INSTRUCTIONS TO FOLLOW ▸ Determine how many lines in the listing below contain "above", then give only that number.

::: DATA FOR THIS TASK :::

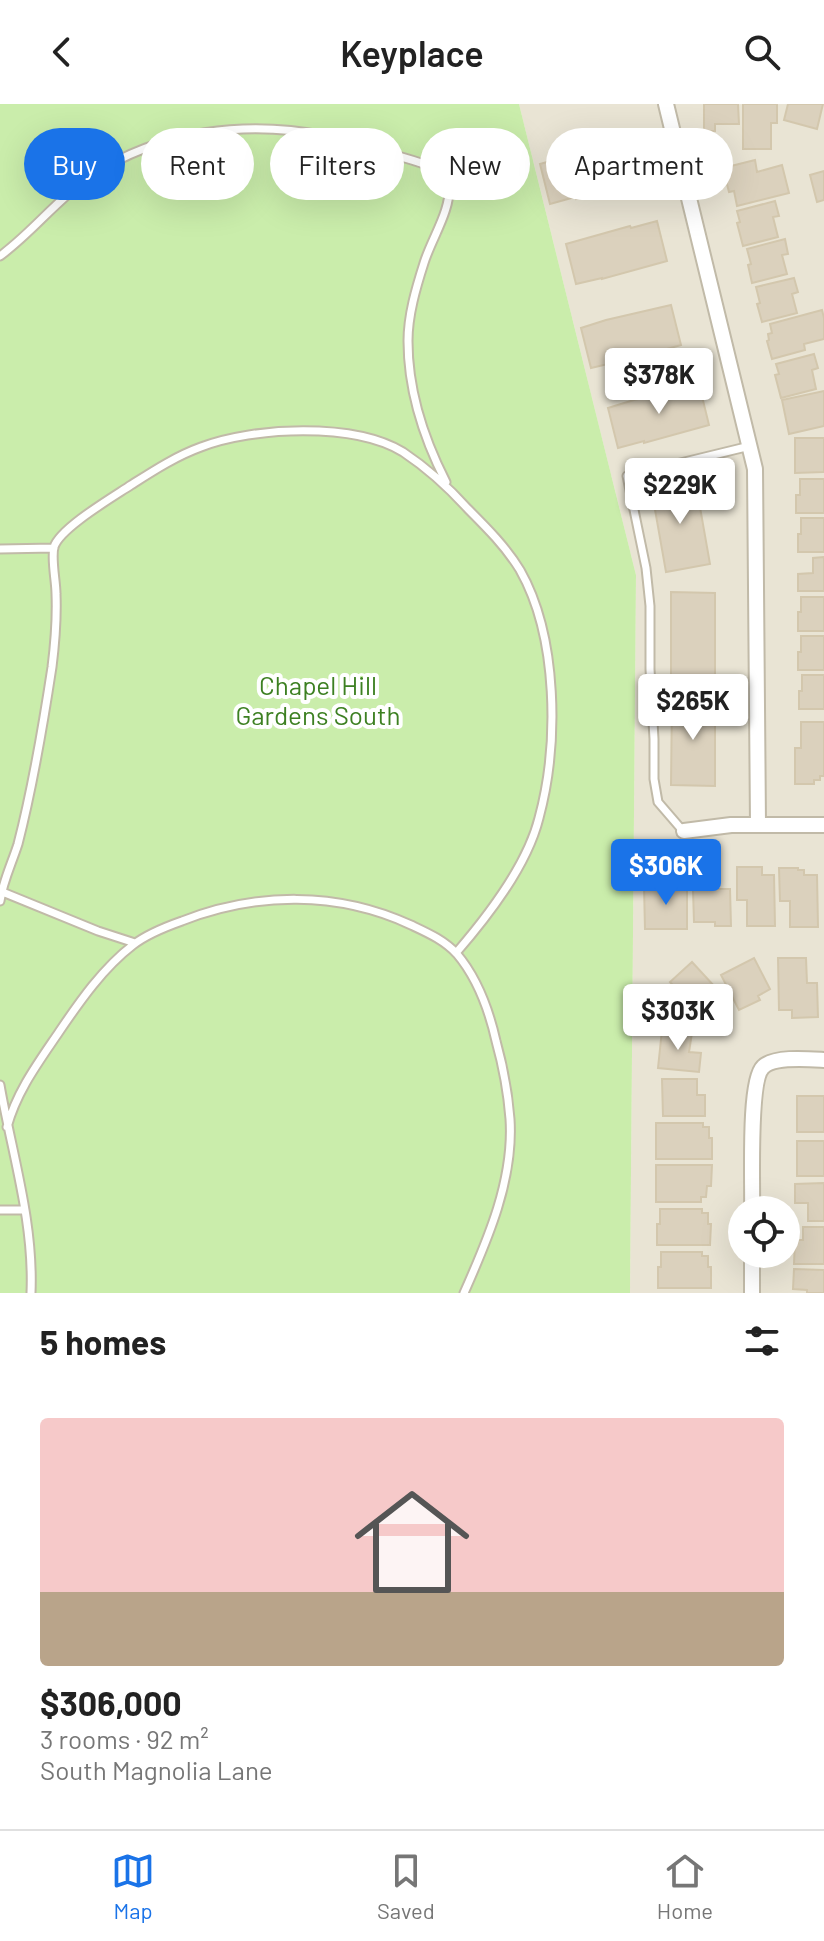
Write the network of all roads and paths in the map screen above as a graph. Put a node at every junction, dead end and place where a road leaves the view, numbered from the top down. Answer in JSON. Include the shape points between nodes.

:::
::: DATA FOR THIS TASK :::

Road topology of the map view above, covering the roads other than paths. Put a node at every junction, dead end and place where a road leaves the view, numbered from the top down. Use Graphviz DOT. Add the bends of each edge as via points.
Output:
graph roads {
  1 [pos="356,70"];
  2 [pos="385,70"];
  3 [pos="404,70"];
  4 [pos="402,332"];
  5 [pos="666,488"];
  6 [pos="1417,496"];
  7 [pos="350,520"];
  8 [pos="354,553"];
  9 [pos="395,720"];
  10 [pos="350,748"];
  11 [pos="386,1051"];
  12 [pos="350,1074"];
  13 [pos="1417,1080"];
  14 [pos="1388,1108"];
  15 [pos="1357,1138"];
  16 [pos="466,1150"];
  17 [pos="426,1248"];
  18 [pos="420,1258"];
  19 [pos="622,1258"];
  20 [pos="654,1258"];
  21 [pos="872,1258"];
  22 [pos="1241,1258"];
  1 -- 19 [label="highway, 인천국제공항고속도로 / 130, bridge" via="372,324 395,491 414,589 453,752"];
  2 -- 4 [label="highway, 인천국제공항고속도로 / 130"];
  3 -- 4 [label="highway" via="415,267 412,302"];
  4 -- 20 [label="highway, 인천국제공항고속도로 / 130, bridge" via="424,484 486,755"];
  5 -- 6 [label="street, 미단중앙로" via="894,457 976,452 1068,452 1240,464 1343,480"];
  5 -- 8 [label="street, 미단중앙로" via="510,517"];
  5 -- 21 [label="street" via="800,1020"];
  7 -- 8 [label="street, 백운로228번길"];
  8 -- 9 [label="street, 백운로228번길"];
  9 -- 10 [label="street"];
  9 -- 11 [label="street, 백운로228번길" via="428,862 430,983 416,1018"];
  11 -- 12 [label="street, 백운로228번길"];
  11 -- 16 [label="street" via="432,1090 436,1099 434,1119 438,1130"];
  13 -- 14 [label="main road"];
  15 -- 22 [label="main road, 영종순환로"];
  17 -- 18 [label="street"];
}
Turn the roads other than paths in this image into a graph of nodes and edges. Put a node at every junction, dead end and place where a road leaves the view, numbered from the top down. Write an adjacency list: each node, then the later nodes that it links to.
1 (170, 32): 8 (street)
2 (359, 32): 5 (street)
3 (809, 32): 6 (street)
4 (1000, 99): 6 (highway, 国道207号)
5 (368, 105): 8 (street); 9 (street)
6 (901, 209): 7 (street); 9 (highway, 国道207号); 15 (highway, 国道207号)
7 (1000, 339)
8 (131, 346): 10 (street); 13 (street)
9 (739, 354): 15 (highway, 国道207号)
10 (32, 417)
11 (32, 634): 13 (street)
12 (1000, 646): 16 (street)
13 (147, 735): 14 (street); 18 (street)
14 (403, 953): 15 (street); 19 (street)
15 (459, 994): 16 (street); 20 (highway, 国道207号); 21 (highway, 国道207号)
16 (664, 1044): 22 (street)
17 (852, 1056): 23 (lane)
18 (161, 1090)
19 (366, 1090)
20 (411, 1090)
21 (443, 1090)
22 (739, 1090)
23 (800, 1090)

:::
::: DATA FOR THIS TASK :::

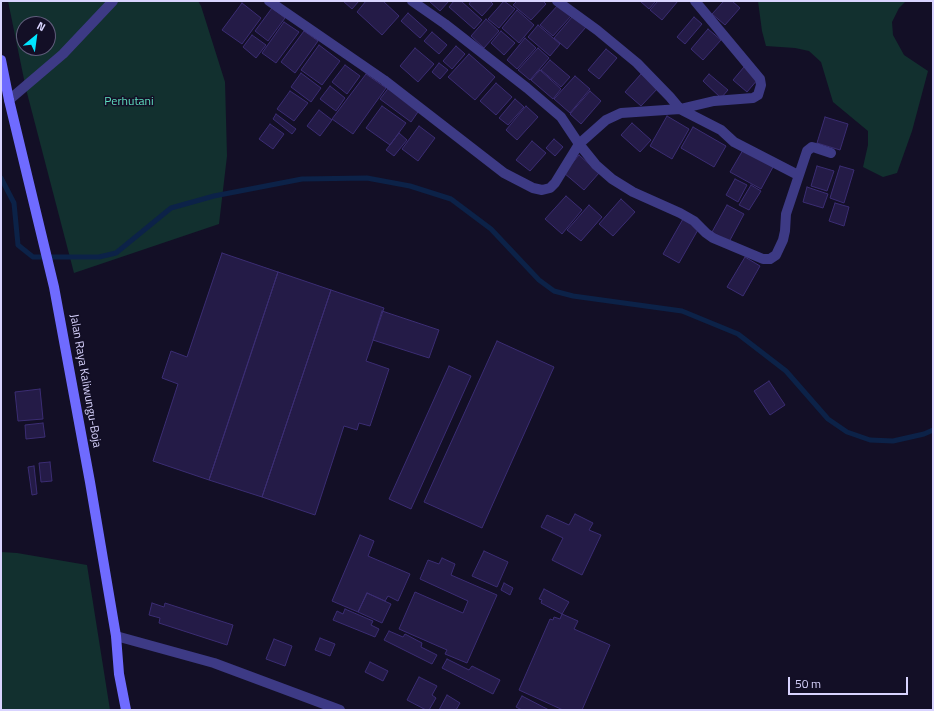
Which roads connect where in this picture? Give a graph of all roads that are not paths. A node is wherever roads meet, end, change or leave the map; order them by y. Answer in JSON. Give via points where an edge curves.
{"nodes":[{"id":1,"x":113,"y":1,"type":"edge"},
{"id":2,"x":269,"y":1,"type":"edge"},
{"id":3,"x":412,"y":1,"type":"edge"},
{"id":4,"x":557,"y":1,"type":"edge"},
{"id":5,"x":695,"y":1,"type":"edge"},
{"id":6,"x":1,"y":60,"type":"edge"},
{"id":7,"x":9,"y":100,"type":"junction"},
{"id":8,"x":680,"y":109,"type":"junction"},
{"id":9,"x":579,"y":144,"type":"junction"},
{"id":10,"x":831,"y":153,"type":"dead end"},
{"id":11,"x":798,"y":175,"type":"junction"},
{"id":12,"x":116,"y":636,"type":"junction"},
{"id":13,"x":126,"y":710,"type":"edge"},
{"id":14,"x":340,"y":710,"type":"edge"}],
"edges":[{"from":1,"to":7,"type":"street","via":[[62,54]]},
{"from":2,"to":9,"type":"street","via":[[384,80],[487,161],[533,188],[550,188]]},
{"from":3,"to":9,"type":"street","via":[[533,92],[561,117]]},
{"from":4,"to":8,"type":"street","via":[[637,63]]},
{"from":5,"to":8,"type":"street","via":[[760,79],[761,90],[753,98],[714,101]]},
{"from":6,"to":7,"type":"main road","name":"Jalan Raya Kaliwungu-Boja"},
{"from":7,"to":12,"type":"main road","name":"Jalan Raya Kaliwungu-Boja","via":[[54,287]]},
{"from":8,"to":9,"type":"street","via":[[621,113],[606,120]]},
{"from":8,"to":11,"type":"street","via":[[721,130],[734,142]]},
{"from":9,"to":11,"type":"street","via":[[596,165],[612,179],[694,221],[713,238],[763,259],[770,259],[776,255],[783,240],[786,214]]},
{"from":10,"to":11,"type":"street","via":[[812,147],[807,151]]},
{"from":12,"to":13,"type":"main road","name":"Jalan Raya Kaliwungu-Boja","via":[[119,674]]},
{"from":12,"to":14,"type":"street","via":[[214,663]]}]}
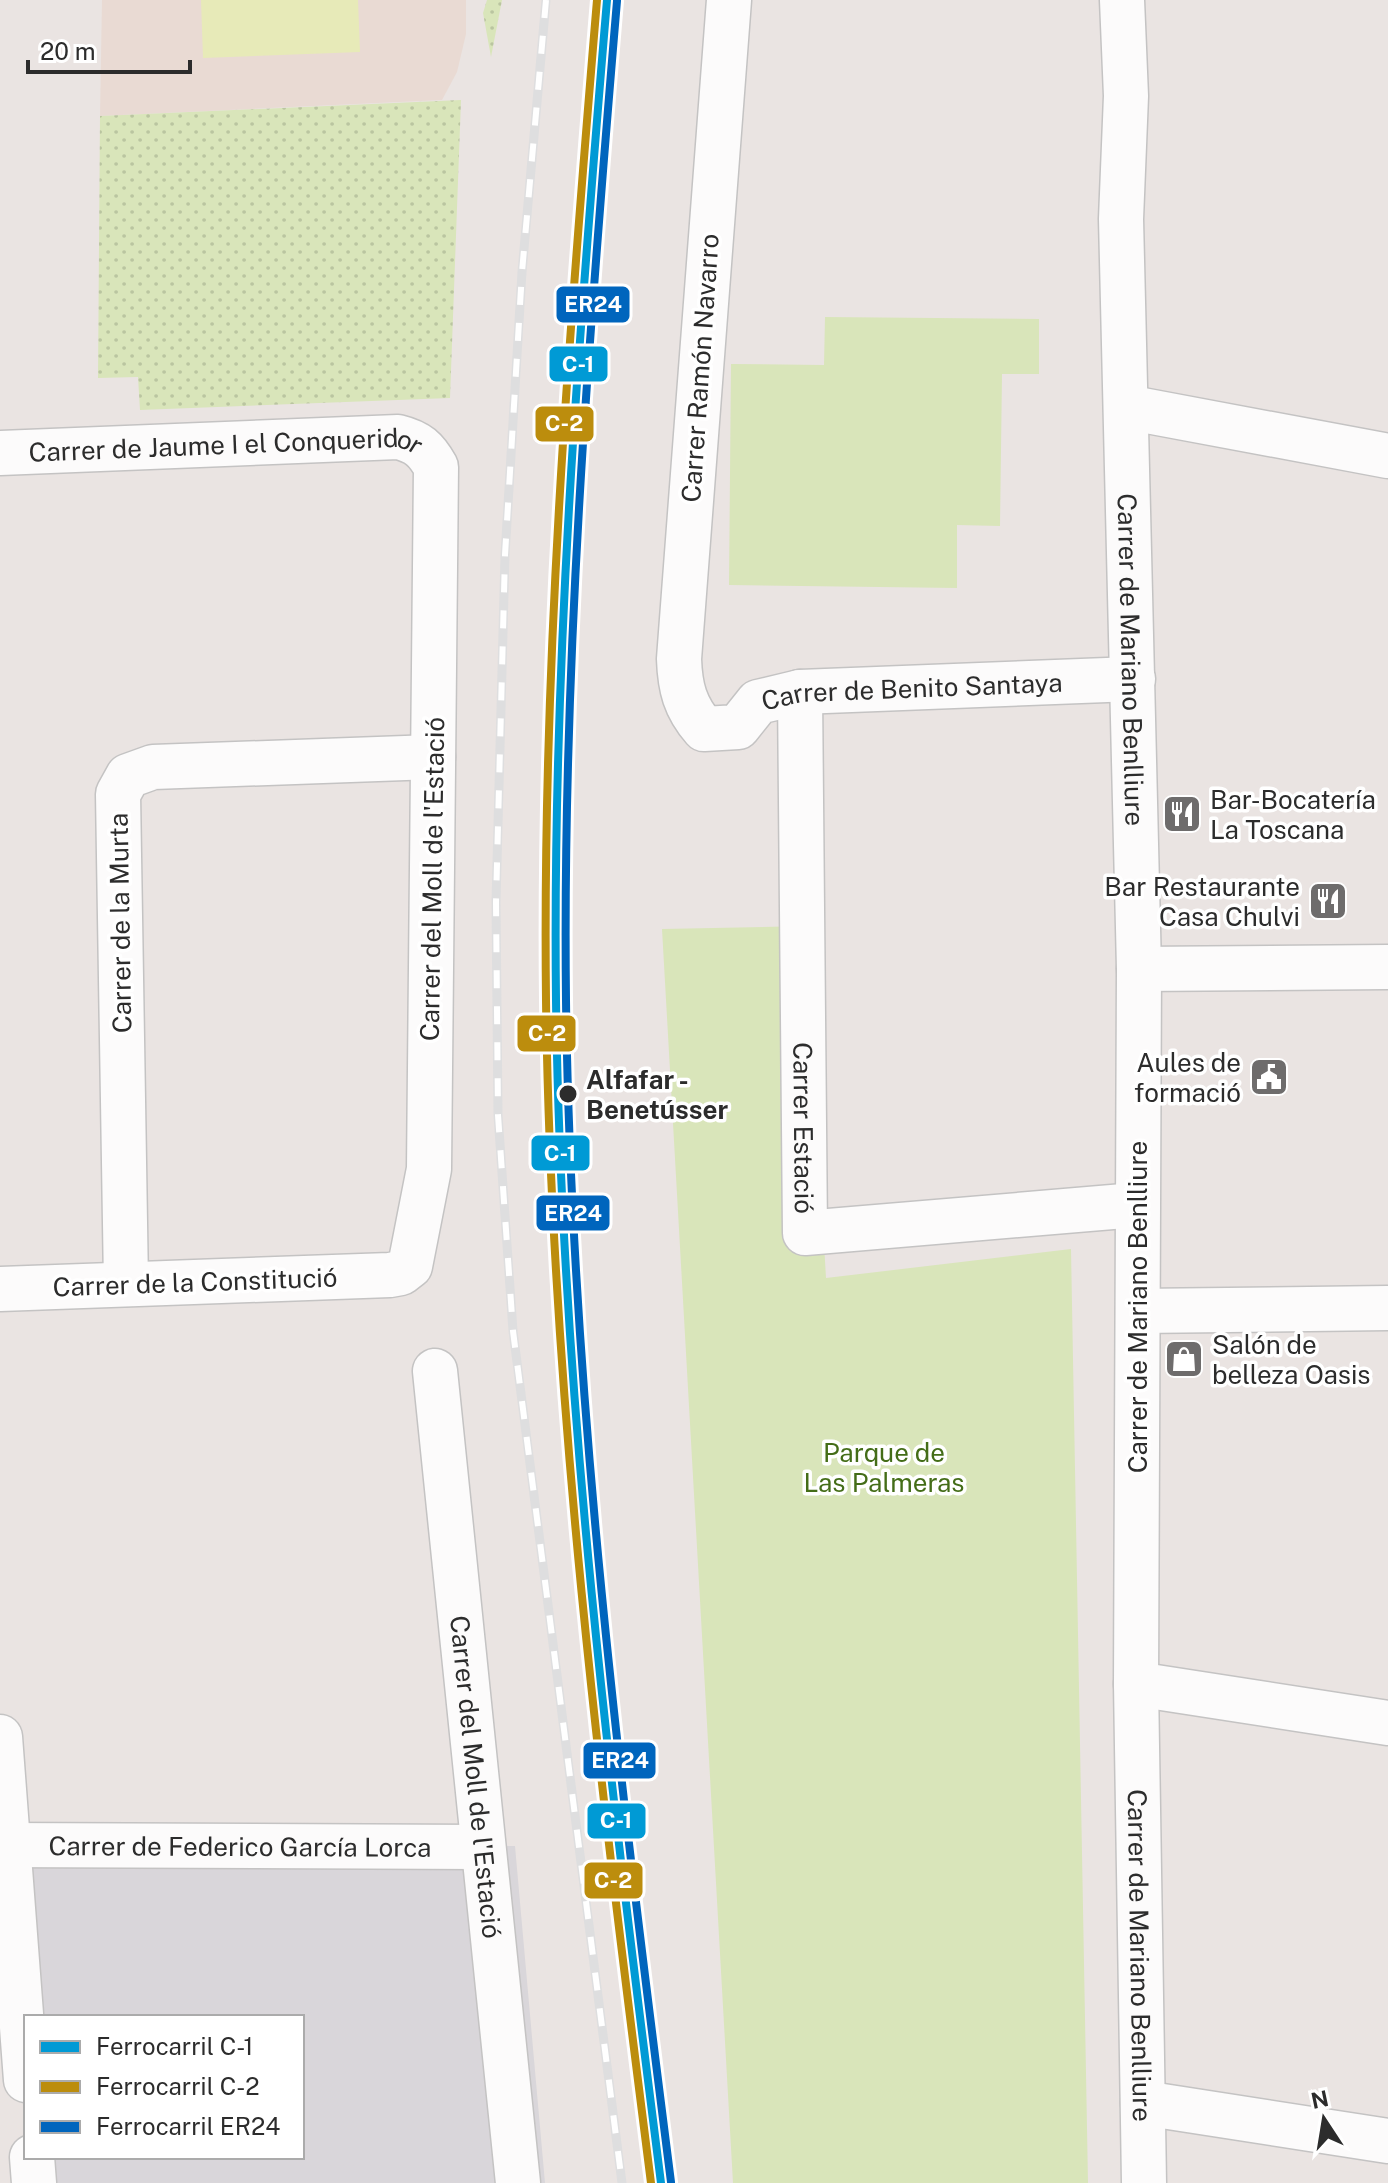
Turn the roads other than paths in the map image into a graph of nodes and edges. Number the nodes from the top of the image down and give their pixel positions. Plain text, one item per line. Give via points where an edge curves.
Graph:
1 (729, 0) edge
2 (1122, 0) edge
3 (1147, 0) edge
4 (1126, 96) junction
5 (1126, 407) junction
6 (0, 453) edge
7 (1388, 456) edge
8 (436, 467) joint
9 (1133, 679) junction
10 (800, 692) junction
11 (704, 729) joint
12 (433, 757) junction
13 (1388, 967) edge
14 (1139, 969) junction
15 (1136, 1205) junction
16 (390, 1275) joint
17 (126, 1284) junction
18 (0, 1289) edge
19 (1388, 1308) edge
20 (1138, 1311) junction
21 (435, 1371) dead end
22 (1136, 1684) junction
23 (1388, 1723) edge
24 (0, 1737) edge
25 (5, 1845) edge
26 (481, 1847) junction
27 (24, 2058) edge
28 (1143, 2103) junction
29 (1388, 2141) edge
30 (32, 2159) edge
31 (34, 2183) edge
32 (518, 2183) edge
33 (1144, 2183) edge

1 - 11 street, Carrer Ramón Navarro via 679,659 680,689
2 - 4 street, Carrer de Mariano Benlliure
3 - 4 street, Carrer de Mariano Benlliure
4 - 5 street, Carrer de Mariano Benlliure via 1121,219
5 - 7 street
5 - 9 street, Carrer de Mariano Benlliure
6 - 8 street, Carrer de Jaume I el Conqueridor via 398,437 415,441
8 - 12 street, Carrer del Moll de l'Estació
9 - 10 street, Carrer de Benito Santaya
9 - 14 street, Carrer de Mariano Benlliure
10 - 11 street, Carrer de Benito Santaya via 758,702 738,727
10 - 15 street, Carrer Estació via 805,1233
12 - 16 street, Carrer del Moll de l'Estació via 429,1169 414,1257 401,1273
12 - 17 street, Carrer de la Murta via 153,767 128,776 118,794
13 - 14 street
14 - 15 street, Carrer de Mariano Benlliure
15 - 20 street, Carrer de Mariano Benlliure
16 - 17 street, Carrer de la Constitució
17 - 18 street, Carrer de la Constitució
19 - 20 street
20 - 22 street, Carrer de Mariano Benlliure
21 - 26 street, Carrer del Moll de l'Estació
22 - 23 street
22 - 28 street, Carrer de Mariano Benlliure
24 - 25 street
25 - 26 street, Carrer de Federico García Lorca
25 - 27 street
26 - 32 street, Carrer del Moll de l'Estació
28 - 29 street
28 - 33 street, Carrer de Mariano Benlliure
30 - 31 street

:::

YOUR RESPONSE ▸ 2